In our experiments, we aim to understand whether unsupervised meta-learning can accelerate reinforcement learning of new tasks. Whereas standard meta-learning requires a hand-specified task distribution at meta-training time, unsupervised meta-learning learns the task distribution through unsupervised interaction with the environment. A fair baseline that likewises uses requires no supervision is learning via RL from scratch without any meta-learning. As an upper bound, we include the unfair comparison to a standard meta-learning approach, where the meta-training distribution is manually designed. This method has access to a hand-specified task distribution that is not available to our method.
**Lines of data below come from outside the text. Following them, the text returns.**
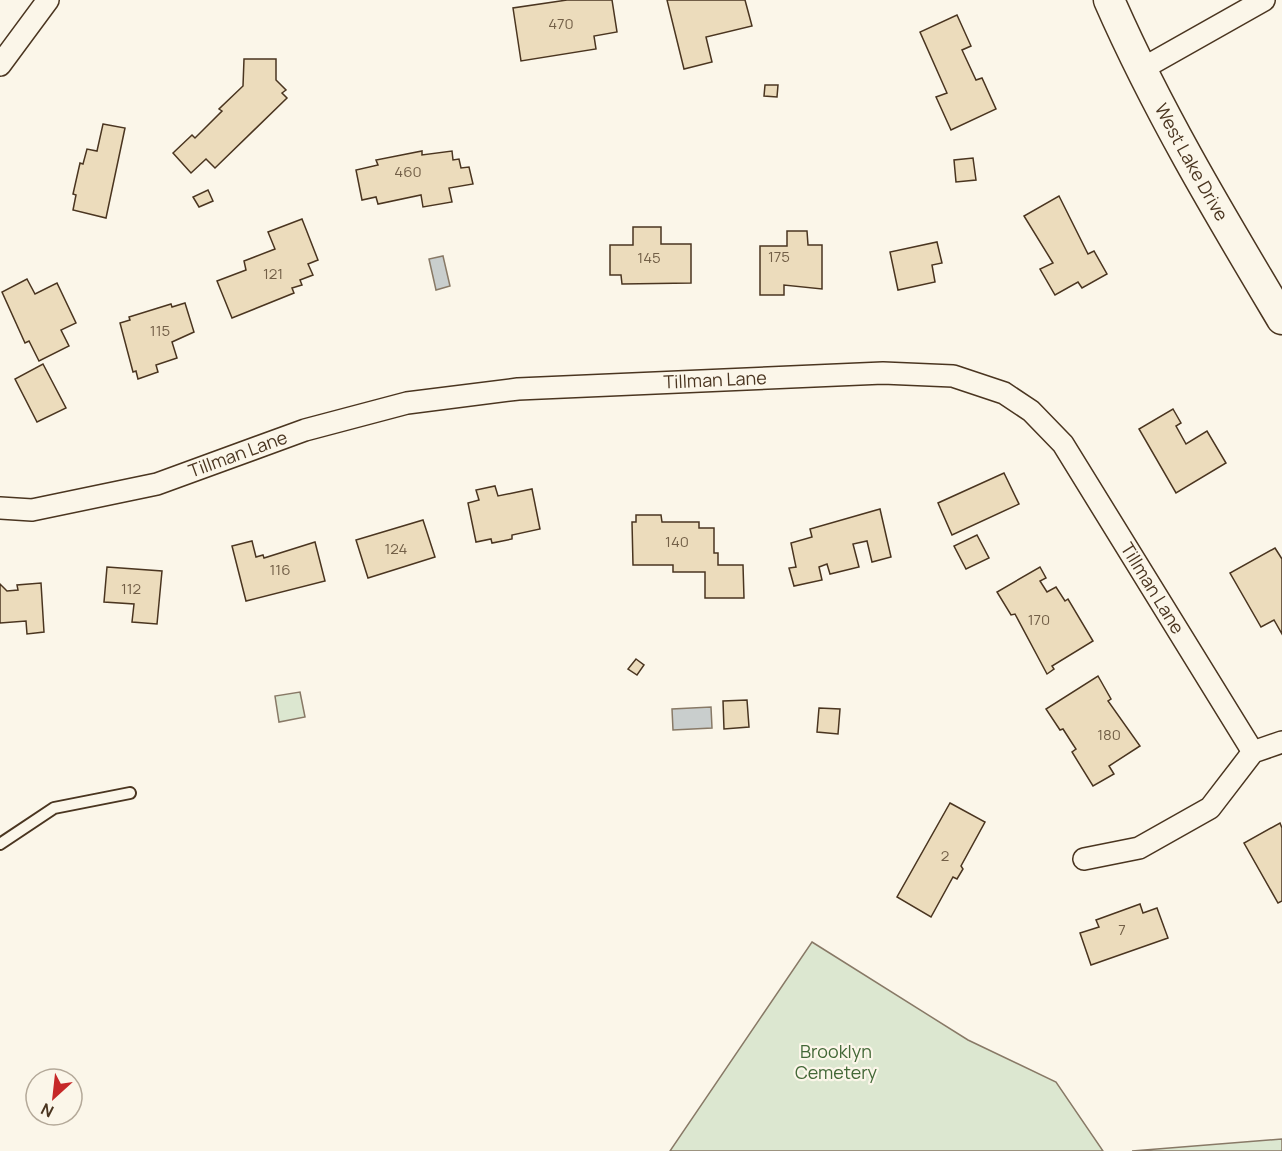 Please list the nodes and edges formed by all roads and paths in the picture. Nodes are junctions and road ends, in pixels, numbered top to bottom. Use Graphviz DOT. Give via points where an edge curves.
graph roads {
  1 [pos="48,0"];
  2 [pos="1109,0"];
  3 [pos="1264,0"];
  4 [pos="0,65"];
  5 [pos="1140,70"];
  6 [pos="1282,319"];
  7 [pos="0,508"];
  8 [pos="1282,742"];
  9 [pos="1253,752"];
  10 [pos="130,793"];
  11 [pos="0,844"];
  12 [pos="1084,859"];
  1 -- 4 [label="street"];
  2 -- 5 [label="main road, West Lake Drive"];
  3 -- 5 [label="street"];
  5 -- 6 [label="main road, West Lake Drive" via="1187,159"];
  7 -- 9 [label="street, Tillman Lane" via="32,510 157,484 305,430 407,403 518,389 883,373 953,376 1004,393 1030,411 1063,444"];
  8 -- 9 [label="street"];
  9 -- 12 [label="street" via="1210,808 1139,848"];
  10 -- 11 [label="lane" via="54,808"];
}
We evaluate two variants of our approach: (a) task acquisition based on DIAYN followed by meta-learning using MAML, and (b) task acquisition using a randomly initialized discriminator followed by meta-learning using MAML. Our experiments aim to answer the following questions: (1) Does unsupervised meta-learning accelerate learning of unseen tasks? (2) How does unsupervised meta-learning compare to meta-learning on a hand-specified task distribution? (3) When should unsupervised meta-learning with a learned task distribution be preferred over a meta-learning with a random discriminator? This last question sheds some light on the effect of task acquisition inductive bias on final reinforcement learning performance.

4.1 Tasks and Implementation Details

Our experiments study three simulated environments of increasing difficulty: 2D point navigation, 2D locomotion using the “HalfCheetah,” and 3D locomotion using the “Ant,” with the latter two environments adapted from popular reinforcement learning benchmarks (Duan et al., 2016a). While the 2D navigation environment allows for direct control of position, HalfCheetah and Ant can only control their center of mass via feedback control with high dimensional actions (6D for HalfCheetah, 8D for Ant) and observations (17D for HalfCheetah, 111D for Ant).
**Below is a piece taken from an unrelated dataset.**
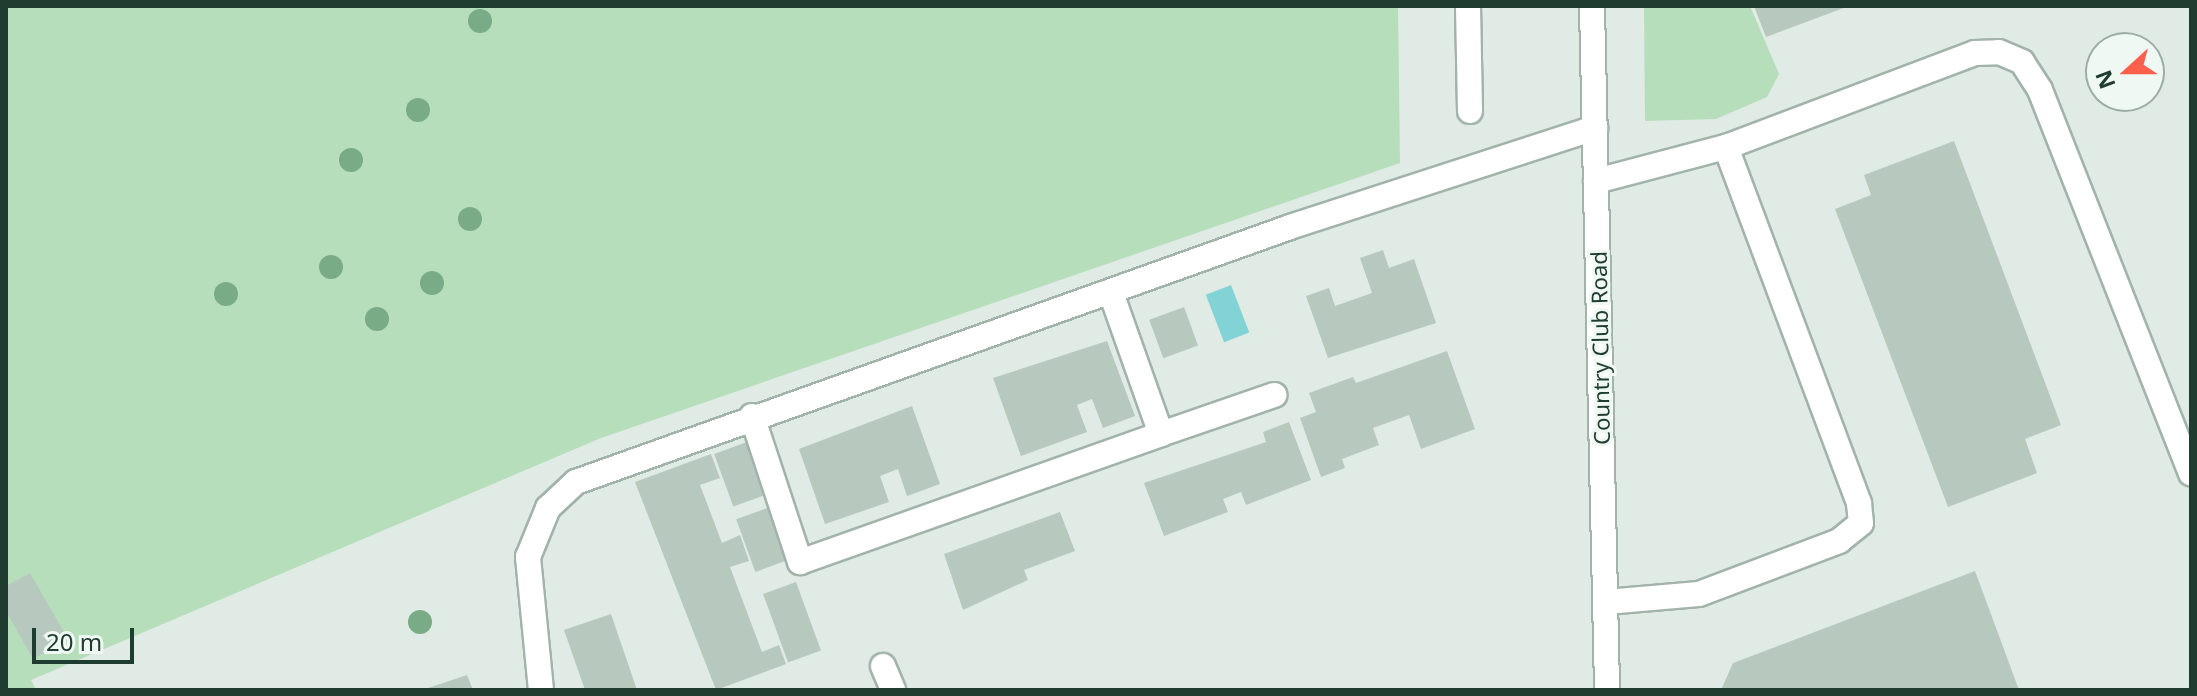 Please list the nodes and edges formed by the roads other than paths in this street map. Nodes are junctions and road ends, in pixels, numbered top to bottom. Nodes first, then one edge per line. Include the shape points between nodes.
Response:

The evaluation tasks, shown in Figure 4, are similar to prior work (Finn et al., 2017a; Pong et al., 2018): 2D navigation and ant require navigating to goal positions, while the half cheetah must run at different goal velocities. These tasks are not accessible to our algorithm during meta-training.

4.2 Fast Adaptation after Unsupervised Meta Learning

2D navigation
Figure 2: Unsupervised Meta-Learning Accelerates Learning: After unsupervised meta-learning, our approach (UML-DIAYN and UML-RANDOM) quickly learns a new task significantly faster than learning from scratch, especially on complex tasks. Learning the task distribution with DIAYN helps more for complex tasks. Results are averaged across 20 evaluation tasks.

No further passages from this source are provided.